# Couple of field questions.



## Tatnall (May 20, 2008)

"Heel" is basically the same, although from what little I have seen in the obedience ring it is used differently, I think. I am sure it is taught the same way in the beginning, but in field work we tend to expand beyond the traditional meaning. One thing we do very commonly in the field is teach the dog to heel on both sides.

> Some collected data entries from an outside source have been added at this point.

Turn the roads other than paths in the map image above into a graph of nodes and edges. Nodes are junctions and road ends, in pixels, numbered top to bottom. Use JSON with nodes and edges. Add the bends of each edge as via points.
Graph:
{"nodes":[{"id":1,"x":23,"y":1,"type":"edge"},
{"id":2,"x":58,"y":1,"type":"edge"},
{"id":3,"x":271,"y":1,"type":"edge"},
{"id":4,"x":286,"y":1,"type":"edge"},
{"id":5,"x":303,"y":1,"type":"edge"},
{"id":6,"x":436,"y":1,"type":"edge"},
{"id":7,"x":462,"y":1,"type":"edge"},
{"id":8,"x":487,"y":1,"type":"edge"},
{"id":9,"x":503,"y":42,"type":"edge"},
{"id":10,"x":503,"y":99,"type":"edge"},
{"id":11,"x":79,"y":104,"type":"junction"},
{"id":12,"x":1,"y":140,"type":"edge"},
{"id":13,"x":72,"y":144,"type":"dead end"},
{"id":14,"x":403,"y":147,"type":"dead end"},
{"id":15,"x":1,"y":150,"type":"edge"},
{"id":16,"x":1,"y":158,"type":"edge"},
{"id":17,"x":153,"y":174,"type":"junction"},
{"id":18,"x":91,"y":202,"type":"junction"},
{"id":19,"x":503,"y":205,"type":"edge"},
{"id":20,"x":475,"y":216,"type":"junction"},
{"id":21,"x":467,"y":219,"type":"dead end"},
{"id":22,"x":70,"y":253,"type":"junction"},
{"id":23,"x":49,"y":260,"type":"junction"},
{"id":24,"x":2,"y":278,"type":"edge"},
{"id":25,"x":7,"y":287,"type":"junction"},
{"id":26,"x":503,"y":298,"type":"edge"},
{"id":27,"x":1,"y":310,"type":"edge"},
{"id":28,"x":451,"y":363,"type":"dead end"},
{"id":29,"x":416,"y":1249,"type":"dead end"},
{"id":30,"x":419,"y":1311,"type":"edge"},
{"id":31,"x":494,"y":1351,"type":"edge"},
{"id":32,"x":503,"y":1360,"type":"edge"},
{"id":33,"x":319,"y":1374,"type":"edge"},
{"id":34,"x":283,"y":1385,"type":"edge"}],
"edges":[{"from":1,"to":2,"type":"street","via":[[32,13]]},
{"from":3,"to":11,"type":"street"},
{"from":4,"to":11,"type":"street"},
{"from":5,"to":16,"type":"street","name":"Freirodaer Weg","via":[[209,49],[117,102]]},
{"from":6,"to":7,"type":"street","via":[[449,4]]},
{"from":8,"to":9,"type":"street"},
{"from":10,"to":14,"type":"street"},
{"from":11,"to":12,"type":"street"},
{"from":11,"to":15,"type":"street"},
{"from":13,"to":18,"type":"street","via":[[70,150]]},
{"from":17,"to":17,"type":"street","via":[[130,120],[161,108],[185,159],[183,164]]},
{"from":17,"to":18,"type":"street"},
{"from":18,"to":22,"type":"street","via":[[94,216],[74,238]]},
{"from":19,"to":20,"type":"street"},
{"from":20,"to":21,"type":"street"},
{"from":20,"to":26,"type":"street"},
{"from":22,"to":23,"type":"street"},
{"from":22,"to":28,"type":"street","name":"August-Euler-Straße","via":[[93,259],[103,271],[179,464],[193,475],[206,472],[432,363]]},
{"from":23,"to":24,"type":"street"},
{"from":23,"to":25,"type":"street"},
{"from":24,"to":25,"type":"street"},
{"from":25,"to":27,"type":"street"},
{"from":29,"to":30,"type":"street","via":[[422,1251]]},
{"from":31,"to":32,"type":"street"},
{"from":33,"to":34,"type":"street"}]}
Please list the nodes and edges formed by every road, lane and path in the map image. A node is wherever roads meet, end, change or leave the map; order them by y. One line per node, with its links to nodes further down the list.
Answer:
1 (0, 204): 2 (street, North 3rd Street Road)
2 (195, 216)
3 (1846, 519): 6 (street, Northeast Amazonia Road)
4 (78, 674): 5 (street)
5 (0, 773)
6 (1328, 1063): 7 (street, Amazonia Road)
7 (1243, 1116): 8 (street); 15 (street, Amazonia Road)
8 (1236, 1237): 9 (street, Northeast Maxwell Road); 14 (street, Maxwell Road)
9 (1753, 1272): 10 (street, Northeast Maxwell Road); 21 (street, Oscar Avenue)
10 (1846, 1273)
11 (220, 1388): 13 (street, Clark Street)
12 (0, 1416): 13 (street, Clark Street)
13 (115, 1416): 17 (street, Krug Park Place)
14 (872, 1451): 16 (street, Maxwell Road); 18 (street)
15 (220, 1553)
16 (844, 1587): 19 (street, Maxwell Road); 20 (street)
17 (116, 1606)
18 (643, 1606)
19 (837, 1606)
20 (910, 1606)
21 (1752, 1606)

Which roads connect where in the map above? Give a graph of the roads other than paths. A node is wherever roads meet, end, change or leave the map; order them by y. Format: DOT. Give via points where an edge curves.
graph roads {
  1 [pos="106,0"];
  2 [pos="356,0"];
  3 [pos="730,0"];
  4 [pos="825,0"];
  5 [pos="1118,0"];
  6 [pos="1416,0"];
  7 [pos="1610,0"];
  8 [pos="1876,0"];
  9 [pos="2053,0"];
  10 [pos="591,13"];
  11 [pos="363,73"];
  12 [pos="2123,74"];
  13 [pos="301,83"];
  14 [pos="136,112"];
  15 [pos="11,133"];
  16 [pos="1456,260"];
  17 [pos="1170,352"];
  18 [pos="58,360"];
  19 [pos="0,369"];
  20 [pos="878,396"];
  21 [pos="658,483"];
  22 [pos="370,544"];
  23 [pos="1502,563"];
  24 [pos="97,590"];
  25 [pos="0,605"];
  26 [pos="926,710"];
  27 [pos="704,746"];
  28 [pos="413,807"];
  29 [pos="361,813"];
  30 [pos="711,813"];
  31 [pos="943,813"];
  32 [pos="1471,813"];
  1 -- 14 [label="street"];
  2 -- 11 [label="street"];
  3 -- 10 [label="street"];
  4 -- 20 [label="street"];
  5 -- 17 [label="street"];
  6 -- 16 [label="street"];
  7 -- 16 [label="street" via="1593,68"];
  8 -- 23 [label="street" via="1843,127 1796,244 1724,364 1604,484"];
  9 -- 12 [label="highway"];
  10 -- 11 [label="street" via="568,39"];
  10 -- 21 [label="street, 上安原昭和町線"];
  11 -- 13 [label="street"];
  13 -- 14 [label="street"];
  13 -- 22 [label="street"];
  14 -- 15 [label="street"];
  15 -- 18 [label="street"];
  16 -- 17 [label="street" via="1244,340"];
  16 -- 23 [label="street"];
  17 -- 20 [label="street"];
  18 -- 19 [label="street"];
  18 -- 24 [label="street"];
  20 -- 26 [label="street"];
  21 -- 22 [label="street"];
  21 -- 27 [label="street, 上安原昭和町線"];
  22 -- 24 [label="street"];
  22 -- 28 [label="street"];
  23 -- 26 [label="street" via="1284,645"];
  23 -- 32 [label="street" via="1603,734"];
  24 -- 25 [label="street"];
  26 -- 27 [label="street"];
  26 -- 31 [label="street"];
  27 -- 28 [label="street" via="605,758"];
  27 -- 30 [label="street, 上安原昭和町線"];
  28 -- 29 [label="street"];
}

In the field, I would use heel in a couple if different situations. The simplest is when we leave the holding blind and the critter gets a few steps ahead. I say 'heel' and he backs up. When returning with a retrieve, I hold down either my left hand or right hand, depending on the side to which I want him to return. He then will come up to me, do an 180 and sit on that side. Now, the most complicated part is that we teach heel to mean 'pivot away from me' when lining a dog up. So if the dog is on my left side, I say 'heel' and he should rotate counter clockwise. If on my right, he should rotate clockwise. 'here' typically means rotate toward me. (hopefully I wrote that all right--second nature to do, harder to describe).

I use 'drop' for my current dogs. I have used 'leave it', but I prefer that to mean 'leave it' rather than drop. Lots of folks use 'give' as well. In the end, it doesn't really matter as long as you are consistent.


----------



## GoldenSail (Dec 30, 2008)

I use two different words for obedience heel vs field heel. Probably this helps me more than it does the dog. I don't want to feel like I am lowering my standards for field training. So, heel for field and strut for obedience. 

In obedience I want my dog to have 100% attention on me and nothing else. In field I want her to stay with me but I do want her to look out at the field where the marks will be. 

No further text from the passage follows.